産業用鉛蓄電池は、一般的にはUPSなどの非常用設備に使用されていることが多いとされます。

UPSなどの非常用設備等で使用される蓄電池は、常に商用電源から満充電の状態にされており、
停電時などの非常時にのみ放電がされるという使い方が主流です。(※1)

しかしそのような用途で使用される蓄電池を、
太陽光発電等の再エネ用途(ほぼ毎日充放電を行う使い方)で使用した場合、
サイクル数(※2)600サイクル程度に留まり、想定の範囲内の短寿命という結果になります。
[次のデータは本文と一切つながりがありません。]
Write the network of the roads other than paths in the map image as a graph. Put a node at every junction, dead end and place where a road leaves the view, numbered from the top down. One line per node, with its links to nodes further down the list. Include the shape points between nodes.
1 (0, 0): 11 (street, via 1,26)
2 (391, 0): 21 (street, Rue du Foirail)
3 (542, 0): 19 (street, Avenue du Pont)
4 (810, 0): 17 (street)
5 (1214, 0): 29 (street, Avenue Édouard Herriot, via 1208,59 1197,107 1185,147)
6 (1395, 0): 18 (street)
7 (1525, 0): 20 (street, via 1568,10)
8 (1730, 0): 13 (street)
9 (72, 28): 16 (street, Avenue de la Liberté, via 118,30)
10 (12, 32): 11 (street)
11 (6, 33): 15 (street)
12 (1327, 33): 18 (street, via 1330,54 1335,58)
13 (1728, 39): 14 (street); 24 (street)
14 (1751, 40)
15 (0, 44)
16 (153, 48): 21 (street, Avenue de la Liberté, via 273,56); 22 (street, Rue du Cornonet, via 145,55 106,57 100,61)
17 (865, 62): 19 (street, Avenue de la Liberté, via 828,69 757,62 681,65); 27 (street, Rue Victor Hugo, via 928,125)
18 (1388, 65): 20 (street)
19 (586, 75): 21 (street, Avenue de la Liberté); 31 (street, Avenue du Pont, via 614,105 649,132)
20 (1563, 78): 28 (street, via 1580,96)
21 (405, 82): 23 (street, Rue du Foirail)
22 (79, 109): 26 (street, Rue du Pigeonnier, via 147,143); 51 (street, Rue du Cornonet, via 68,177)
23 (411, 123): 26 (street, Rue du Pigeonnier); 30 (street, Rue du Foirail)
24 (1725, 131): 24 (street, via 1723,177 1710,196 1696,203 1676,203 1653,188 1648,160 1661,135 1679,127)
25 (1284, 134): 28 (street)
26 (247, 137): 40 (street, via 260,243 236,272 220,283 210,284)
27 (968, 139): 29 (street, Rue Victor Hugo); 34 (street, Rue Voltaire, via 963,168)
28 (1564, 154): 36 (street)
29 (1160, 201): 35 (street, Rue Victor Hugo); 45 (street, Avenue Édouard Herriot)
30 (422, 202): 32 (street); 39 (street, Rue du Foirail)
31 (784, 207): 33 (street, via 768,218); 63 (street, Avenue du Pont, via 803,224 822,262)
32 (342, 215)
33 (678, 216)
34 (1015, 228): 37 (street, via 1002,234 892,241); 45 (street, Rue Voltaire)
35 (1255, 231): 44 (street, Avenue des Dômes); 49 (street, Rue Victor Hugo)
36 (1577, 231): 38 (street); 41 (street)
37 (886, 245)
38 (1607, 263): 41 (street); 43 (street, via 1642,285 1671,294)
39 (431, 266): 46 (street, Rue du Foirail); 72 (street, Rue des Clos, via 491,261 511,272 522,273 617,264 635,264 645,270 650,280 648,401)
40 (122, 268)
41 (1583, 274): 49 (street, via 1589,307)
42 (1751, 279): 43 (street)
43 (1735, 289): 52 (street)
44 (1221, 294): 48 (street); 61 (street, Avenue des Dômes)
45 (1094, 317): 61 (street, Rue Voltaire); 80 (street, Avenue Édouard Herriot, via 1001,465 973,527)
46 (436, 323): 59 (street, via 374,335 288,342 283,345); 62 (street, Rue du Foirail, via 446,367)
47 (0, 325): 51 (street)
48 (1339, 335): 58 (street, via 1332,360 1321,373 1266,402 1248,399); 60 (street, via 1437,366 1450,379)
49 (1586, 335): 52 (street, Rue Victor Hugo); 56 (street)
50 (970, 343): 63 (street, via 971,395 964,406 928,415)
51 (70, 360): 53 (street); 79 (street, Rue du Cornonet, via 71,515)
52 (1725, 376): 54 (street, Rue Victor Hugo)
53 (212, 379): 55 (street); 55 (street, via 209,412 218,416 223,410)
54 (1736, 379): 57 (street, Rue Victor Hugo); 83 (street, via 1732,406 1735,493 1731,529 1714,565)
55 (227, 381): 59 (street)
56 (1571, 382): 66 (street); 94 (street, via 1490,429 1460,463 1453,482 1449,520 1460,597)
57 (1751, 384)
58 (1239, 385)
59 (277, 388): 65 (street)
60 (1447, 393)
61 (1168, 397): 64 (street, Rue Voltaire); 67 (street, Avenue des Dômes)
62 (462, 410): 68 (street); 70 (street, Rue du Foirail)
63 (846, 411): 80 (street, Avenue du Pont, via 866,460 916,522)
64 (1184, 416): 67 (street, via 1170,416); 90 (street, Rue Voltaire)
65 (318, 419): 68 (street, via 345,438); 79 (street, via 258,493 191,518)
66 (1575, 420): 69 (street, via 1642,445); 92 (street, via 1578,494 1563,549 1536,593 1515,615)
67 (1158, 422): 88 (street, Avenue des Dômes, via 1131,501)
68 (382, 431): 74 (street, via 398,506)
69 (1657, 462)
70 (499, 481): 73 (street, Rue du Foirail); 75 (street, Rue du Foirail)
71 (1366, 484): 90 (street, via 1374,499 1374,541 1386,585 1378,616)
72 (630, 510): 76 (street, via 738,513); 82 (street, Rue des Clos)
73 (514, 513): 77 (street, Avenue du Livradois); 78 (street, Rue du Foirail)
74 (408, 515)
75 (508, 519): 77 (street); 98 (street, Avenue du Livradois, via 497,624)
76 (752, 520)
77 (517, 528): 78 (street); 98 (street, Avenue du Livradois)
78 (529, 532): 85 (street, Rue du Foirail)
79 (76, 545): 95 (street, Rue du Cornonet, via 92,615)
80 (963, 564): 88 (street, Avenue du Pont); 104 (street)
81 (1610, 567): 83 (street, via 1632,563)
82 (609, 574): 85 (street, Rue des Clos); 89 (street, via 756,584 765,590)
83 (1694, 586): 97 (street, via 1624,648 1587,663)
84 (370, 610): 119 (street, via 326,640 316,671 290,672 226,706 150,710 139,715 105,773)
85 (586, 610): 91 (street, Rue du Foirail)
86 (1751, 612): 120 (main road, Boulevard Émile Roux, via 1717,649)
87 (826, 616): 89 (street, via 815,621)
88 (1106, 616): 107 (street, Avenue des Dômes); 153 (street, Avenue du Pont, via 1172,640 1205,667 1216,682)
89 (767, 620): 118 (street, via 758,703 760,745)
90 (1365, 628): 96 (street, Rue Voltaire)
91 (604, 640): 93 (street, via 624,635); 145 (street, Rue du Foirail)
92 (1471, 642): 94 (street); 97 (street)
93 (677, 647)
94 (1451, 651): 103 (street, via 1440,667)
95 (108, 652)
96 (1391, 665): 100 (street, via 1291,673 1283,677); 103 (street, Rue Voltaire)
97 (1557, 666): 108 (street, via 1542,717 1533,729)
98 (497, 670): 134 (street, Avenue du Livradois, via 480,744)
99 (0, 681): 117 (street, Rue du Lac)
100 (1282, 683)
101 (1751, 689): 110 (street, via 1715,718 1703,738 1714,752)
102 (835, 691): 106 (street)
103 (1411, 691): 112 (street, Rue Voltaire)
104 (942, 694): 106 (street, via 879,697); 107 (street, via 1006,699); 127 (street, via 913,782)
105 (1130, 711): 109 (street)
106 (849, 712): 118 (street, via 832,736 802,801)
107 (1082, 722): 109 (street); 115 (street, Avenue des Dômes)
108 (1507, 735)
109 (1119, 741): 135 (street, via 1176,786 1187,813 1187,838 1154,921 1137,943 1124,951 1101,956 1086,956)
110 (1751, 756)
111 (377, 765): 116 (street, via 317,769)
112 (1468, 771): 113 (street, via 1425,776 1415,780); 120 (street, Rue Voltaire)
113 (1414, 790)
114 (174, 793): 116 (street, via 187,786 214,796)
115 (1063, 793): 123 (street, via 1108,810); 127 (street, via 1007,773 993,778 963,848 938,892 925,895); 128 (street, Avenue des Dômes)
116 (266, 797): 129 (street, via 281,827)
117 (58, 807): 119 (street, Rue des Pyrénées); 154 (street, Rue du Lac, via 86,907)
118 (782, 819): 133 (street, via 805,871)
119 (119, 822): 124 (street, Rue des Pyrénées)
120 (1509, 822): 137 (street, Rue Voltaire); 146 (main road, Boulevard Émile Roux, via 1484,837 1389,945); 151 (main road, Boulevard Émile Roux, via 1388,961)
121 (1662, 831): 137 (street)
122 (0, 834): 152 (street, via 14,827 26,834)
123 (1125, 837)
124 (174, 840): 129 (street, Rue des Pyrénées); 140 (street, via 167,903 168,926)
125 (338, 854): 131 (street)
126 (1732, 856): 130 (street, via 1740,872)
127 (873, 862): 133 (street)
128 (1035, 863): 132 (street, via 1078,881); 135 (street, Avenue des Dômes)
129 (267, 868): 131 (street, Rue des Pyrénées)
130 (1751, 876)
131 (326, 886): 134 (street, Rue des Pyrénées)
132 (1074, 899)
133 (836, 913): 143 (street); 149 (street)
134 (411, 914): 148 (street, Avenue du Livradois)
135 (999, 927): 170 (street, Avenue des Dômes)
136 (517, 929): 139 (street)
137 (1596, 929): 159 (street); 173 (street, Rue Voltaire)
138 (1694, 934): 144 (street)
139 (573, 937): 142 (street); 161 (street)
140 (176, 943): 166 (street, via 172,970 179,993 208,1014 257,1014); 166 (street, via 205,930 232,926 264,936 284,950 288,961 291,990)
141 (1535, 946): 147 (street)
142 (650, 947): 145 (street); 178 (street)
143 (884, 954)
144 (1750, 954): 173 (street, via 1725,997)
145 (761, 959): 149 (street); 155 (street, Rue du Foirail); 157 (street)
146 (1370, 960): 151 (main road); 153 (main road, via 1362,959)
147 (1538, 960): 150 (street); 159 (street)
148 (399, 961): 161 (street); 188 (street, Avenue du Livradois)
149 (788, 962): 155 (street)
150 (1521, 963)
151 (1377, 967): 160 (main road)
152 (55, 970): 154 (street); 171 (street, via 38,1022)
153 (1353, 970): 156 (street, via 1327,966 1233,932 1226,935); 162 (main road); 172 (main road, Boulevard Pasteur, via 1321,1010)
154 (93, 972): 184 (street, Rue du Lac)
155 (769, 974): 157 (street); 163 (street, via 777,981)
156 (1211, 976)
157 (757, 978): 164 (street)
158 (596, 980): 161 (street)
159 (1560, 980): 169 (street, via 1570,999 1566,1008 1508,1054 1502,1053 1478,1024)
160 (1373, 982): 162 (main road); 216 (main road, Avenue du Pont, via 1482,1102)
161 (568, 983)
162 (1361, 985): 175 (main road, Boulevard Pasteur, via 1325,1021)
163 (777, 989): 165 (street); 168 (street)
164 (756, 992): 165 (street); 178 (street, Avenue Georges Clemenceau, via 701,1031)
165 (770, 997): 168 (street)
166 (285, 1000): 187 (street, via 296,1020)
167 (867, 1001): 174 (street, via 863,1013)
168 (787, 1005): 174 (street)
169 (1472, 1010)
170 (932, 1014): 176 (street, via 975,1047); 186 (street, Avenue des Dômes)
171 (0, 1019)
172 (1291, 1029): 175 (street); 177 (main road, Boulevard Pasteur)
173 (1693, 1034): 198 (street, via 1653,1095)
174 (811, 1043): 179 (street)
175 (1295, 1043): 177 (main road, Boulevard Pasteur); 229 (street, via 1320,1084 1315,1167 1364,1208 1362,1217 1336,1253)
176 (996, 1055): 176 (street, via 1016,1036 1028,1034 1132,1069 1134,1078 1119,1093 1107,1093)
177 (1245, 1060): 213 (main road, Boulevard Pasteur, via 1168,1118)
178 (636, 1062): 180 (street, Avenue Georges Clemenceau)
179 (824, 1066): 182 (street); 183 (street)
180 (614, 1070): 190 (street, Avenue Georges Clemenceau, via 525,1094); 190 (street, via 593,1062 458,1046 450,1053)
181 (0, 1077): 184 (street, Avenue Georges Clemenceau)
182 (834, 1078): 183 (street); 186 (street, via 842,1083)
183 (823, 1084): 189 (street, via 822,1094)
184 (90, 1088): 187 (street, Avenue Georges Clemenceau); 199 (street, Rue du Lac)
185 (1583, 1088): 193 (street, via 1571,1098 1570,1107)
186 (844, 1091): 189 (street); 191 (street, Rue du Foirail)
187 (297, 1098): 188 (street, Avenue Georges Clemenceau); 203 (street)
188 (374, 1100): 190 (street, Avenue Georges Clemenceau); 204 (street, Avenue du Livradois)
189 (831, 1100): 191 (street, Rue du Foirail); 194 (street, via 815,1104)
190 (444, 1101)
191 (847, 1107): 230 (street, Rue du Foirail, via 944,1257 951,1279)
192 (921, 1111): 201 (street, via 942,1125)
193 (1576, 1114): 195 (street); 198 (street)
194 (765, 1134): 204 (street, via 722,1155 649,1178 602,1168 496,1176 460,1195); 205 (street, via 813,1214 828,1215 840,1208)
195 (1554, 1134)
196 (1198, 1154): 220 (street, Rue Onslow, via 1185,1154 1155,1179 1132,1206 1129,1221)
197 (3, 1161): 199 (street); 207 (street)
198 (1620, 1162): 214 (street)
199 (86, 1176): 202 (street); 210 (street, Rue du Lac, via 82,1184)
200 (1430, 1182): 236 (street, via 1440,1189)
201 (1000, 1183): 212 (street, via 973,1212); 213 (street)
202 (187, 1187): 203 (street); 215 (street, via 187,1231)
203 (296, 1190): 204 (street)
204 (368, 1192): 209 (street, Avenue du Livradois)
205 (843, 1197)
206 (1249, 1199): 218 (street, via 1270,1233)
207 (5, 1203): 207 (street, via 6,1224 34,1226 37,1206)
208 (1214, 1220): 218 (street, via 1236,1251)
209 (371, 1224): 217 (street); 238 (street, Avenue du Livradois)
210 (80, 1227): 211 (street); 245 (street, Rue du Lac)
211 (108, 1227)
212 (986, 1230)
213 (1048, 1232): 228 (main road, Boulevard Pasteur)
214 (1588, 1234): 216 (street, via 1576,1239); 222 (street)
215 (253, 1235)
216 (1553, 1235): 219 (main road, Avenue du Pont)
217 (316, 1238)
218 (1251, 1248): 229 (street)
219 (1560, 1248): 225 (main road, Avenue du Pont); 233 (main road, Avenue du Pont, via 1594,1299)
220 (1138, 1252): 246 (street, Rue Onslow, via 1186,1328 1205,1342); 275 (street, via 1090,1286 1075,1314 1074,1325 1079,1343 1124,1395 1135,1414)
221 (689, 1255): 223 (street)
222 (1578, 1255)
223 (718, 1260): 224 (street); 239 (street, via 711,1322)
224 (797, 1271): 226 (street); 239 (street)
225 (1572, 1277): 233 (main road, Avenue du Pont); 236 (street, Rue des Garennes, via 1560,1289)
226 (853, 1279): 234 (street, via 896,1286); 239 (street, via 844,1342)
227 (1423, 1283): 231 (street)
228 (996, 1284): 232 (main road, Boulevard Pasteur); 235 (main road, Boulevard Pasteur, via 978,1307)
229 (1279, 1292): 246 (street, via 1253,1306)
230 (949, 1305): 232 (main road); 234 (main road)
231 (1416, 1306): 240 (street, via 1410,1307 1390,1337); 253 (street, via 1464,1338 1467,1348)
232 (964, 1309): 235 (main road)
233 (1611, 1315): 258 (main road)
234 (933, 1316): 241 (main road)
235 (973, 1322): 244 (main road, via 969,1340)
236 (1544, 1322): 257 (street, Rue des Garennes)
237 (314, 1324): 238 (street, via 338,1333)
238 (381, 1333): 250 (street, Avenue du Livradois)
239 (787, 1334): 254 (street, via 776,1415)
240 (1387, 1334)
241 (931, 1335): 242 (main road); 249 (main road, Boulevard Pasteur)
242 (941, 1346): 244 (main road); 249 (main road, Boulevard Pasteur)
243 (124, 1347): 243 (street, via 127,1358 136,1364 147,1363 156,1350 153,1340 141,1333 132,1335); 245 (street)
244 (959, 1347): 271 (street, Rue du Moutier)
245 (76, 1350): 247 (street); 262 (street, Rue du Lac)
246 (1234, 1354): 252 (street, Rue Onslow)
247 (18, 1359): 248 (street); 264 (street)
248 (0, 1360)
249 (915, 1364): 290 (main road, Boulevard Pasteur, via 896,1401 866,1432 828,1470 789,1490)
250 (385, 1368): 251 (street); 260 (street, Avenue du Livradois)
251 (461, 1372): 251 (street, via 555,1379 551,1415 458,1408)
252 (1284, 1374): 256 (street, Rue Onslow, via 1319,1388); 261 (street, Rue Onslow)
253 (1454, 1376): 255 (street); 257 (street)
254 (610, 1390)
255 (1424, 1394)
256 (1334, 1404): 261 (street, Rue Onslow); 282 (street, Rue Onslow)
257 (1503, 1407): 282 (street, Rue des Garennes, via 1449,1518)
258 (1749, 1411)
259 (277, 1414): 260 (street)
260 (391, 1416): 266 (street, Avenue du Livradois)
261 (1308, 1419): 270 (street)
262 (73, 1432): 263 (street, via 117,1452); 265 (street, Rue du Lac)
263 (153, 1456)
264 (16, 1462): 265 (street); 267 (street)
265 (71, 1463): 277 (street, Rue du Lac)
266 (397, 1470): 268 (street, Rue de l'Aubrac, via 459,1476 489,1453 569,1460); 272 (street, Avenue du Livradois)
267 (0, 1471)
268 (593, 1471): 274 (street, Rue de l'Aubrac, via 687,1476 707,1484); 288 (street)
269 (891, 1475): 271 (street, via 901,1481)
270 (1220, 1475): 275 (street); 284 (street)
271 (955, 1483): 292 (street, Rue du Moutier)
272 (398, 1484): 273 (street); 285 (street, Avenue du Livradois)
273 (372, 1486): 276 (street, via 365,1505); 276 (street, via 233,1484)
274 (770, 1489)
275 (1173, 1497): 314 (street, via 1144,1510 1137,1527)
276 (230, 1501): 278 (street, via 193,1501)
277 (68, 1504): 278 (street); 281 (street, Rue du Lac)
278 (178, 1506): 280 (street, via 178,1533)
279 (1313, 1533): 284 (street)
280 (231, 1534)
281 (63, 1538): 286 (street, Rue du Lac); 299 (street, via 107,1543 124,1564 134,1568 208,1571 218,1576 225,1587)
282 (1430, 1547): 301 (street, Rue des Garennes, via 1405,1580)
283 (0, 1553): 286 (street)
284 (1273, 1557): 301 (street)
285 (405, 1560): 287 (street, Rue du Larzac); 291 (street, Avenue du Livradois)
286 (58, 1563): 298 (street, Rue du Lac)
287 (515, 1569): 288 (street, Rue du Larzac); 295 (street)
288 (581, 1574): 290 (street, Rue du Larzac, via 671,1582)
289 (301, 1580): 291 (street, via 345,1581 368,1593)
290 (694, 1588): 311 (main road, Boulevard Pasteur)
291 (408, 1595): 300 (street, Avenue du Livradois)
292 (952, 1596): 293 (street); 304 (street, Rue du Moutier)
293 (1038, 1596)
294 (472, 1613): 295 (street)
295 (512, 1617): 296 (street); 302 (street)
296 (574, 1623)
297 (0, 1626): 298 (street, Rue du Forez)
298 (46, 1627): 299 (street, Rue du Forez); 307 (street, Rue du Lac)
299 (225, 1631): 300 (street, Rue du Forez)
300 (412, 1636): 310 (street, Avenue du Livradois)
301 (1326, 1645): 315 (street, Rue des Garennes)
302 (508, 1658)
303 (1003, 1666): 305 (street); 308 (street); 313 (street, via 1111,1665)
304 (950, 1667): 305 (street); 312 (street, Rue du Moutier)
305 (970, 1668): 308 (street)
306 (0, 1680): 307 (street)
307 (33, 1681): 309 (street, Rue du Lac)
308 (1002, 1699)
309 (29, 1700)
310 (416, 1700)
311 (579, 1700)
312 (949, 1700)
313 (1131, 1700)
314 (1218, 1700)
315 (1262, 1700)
​​​​​​

そこで「サイクルユース用鉛蓄電池」は、従来型の産業用鉛蓄電池に新たな設計を施すことで、
高頻度な充放電に対応し、かつ長寿命を実現しています。

また、長寿命性 以外にも、万が一の発煙・発火のリスクが極めて低いことや、
使用後にはほぼ99%リサイクルが可能といった特徴もあります。


このことからサイクルユース用鉛蓄電池は、特に長期間に亘って安全に運用することが
重要視される産業用の再エネ用途に最適な蓄電池となっています。


(※1)通常時は常に充電され、停電時などの非常時にのみ放電する鉛蓄電池を「スタンバイユース用鉛蓄電池」と呼ぶ。
      UPSなどの非常用電源装置に内蔵・使用されることが多い。

(※2)サイクル数とは蓄電池が充電と放電を繰り返すことができる回数のことで、蓄電池の期待寿命を表す指標となっている。

サイクルユース用鉛蓄電池FCPシリーズ

古河電池がラインナップするサイクルユース用鉛蓄電池FCPシリーズとは、
主に太陽光発電などの再生可能エネルギー用途に特化した新設計の鉛蓄電池です。
主な特徴として、下記があります。
 

  1. 安全性が高く、再生可能エネルギー用途の蓄電池として国内外で広く使用されてきた実績がある。
  2. 鉛蓄電池の原材料である鉛は、99%リサイクルが可能。
  3. 他種類の蓄電池と比較してコストパフォーマンスが高い。
  4. 特別な保護用回路、温度管理用の空調設備の設置が必須ではない。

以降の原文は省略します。